*Exercise goal:*
From the records that follow, copy every line that contains the word "JSON".

*Data to use:*
◆ ◆ ◆ ◆ ◆ ◆ ◆
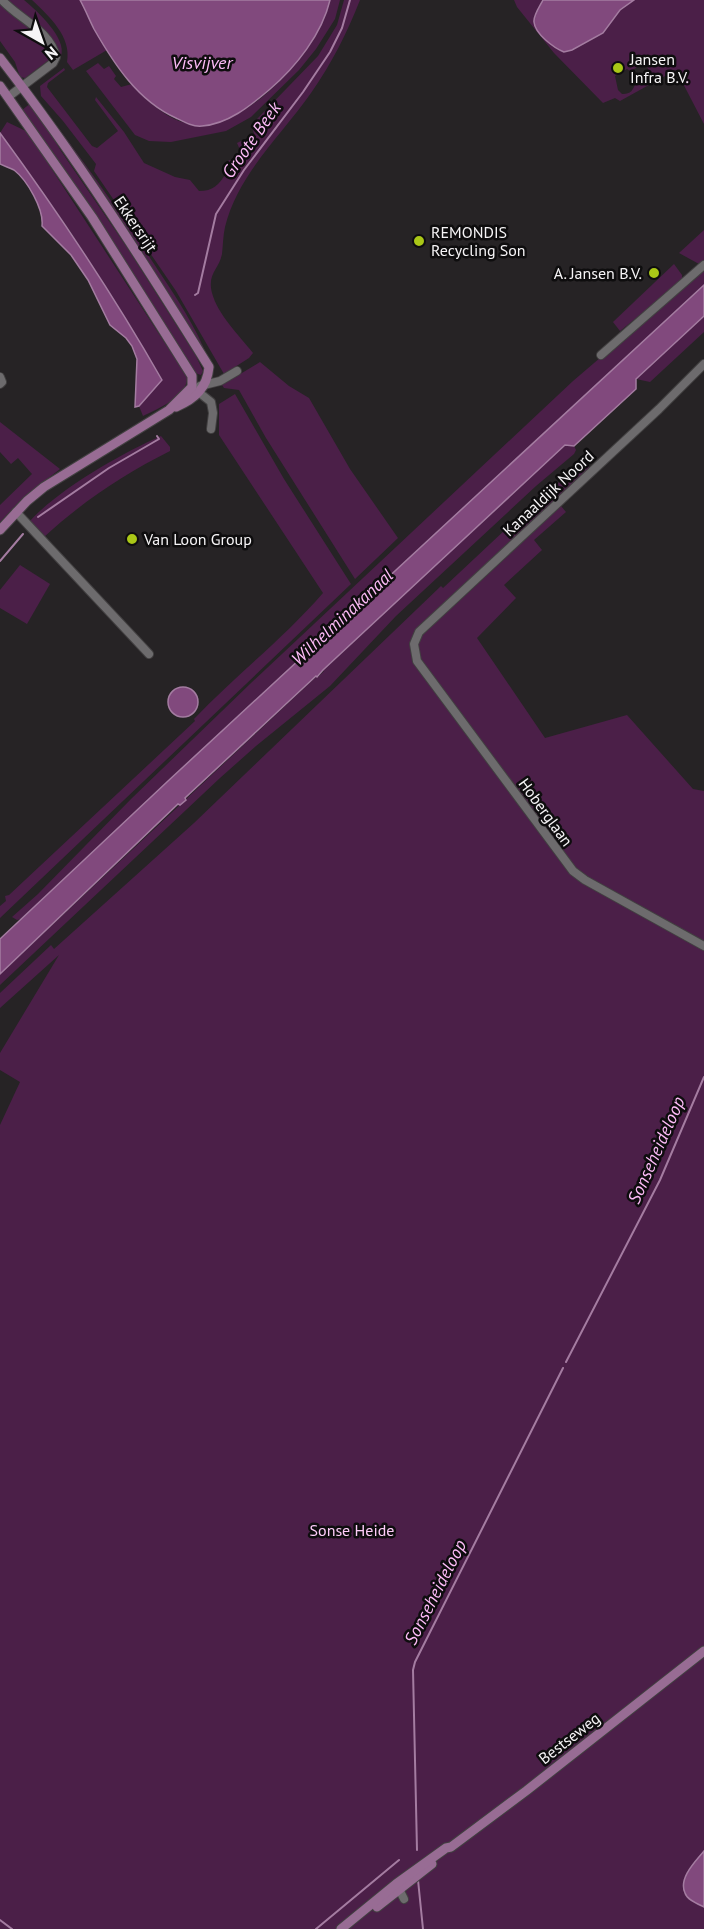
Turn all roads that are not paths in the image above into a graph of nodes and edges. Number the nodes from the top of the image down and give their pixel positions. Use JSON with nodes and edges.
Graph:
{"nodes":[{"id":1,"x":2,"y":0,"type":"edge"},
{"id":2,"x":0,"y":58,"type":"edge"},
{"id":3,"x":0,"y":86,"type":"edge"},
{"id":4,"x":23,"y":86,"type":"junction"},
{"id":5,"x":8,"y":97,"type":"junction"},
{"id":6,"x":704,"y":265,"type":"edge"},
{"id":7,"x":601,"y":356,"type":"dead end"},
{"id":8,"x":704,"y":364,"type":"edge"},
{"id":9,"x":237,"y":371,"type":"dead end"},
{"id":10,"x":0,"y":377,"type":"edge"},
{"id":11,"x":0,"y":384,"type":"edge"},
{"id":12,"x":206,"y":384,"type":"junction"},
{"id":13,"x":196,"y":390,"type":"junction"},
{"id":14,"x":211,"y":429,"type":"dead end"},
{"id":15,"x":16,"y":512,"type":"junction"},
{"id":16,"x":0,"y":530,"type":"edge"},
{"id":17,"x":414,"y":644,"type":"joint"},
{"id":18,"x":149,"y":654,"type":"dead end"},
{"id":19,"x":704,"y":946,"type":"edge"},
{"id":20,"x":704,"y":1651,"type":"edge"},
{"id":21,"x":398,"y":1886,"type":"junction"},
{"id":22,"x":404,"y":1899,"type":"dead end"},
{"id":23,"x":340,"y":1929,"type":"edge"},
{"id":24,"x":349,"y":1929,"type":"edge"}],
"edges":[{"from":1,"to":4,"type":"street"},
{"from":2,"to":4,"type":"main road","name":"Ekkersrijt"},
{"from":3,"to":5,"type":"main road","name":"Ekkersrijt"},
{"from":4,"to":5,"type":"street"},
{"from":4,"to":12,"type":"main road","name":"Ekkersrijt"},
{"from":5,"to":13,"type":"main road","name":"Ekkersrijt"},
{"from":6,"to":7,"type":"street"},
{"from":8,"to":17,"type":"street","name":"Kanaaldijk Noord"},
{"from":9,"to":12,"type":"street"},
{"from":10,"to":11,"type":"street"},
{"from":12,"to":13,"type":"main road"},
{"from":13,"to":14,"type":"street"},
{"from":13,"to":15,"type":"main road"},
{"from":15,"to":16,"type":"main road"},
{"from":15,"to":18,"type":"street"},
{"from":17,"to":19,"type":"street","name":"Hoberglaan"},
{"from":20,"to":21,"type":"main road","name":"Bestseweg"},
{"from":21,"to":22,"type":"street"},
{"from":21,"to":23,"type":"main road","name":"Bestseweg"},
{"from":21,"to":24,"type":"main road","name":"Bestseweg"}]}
◆ ◆ ◆ ◆ ◆ ◆ ◆
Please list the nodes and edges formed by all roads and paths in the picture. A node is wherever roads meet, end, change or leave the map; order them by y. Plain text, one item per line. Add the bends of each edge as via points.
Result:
◆ ◆ ◆ ◆ ◆ ◆ ◆
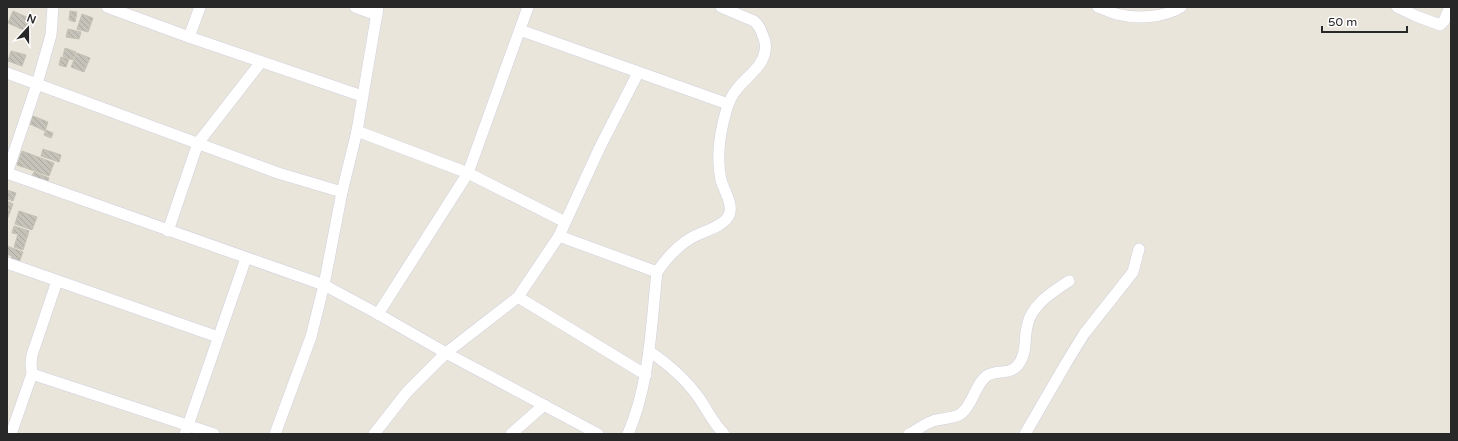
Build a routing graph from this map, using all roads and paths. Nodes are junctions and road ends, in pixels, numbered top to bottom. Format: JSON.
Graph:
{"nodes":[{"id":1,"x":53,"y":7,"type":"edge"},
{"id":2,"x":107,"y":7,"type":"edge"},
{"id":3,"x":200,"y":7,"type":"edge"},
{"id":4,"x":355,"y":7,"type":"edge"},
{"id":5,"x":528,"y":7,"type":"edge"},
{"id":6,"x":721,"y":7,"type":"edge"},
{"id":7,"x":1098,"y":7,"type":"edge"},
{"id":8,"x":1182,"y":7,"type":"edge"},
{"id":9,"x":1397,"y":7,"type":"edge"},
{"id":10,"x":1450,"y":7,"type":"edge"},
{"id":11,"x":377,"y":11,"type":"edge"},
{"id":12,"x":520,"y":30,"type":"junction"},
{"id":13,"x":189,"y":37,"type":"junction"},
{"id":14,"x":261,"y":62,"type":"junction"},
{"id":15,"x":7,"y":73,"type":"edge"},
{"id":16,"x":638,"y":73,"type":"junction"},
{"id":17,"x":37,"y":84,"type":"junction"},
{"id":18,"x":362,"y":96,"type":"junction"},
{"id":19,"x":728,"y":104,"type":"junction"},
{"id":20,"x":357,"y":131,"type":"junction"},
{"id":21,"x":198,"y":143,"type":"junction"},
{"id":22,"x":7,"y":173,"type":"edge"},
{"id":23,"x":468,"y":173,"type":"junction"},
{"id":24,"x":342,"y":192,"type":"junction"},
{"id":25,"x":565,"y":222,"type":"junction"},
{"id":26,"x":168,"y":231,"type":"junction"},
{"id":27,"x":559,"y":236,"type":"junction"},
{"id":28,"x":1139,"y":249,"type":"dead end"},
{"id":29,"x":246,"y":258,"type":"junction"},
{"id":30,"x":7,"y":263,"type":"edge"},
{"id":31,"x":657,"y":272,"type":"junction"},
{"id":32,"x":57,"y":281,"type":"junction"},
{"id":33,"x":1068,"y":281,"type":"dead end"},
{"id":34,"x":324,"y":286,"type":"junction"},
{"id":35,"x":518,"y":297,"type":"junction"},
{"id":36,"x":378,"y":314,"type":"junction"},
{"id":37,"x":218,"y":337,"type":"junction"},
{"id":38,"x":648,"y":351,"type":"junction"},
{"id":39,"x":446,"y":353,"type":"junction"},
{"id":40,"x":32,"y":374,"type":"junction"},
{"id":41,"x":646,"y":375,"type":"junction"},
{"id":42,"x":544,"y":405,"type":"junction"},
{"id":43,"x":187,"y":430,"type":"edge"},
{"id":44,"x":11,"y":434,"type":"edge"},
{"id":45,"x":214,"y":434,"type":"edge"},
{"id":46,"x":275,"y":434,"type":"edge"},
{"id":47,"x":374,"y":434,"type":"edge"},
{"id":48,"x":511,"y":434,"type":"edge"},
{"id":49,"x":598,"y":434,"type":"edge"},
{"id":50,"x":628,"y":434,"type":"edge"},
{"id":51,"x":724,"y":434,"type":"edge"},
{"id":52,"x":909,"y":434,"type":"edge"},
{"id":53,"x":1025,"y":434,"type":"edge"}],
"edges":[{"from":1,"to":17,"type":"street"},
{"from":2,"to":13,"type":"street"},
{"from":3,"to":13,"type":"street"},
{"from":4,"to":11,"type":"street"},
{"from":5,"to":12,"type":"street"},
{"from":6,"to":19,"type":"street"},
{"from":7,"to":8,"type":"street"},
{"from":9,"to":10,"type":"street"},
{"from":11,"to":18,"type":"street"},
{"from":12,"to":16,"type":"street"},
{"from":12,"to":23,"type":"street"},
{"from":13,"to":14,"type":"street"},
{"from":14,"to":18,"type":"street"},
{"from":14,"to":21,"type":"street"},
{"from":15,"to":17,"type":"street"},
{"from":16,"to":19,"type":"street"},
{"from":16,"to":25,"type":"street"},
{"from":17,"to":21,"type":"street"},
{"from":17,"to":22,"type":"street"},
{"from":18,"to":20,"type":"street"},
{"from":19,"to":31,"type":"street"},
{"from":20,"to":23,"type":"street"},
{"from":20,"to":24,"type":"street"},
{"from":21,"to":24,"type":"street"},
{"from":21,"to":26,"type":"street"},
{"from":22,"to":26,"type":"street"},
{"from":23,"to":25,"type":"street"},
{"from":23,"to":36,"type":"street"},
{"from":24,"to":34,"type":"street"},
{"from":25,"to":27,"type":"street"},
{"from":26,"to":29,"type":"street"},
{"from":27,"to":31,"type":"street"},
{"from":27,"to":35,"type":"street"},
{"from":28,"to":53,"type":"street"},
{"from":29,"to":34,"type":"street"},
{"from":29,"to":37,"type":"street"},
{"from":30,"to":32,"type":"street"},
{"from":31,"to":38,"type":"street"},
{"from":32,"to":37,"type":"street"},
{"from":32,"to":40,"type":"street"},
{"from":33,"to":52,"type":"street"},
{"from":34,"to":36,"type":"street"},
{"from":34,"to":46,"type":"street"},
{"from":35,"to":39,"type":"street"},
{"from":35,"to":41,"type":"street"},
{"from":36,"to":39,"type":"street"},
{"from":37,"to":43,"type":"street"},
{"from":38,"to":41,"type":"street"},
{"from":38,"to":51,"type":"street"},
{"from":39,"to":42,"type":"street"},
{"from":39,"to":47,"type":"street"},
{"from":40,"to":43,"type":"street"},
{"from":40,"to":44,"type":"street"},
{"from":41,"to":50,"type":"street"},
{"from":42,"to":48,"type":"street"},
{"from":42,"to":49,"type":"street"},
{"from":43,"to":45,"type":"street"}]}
◆ ◆ ◆ ◆ ◆ ◆ ◆
*Output for this task:*
Turn all roads that are not paths in the image above into a graph of nodes and edges. Number the nodes from the top of the image down and give their pixel positions. Use JSON with nodes and edges.
Build a routing graph from this map, using all roads and paths. Nodes are junctions and road ends, in pixels, numbered top to bottom. Format: JSON.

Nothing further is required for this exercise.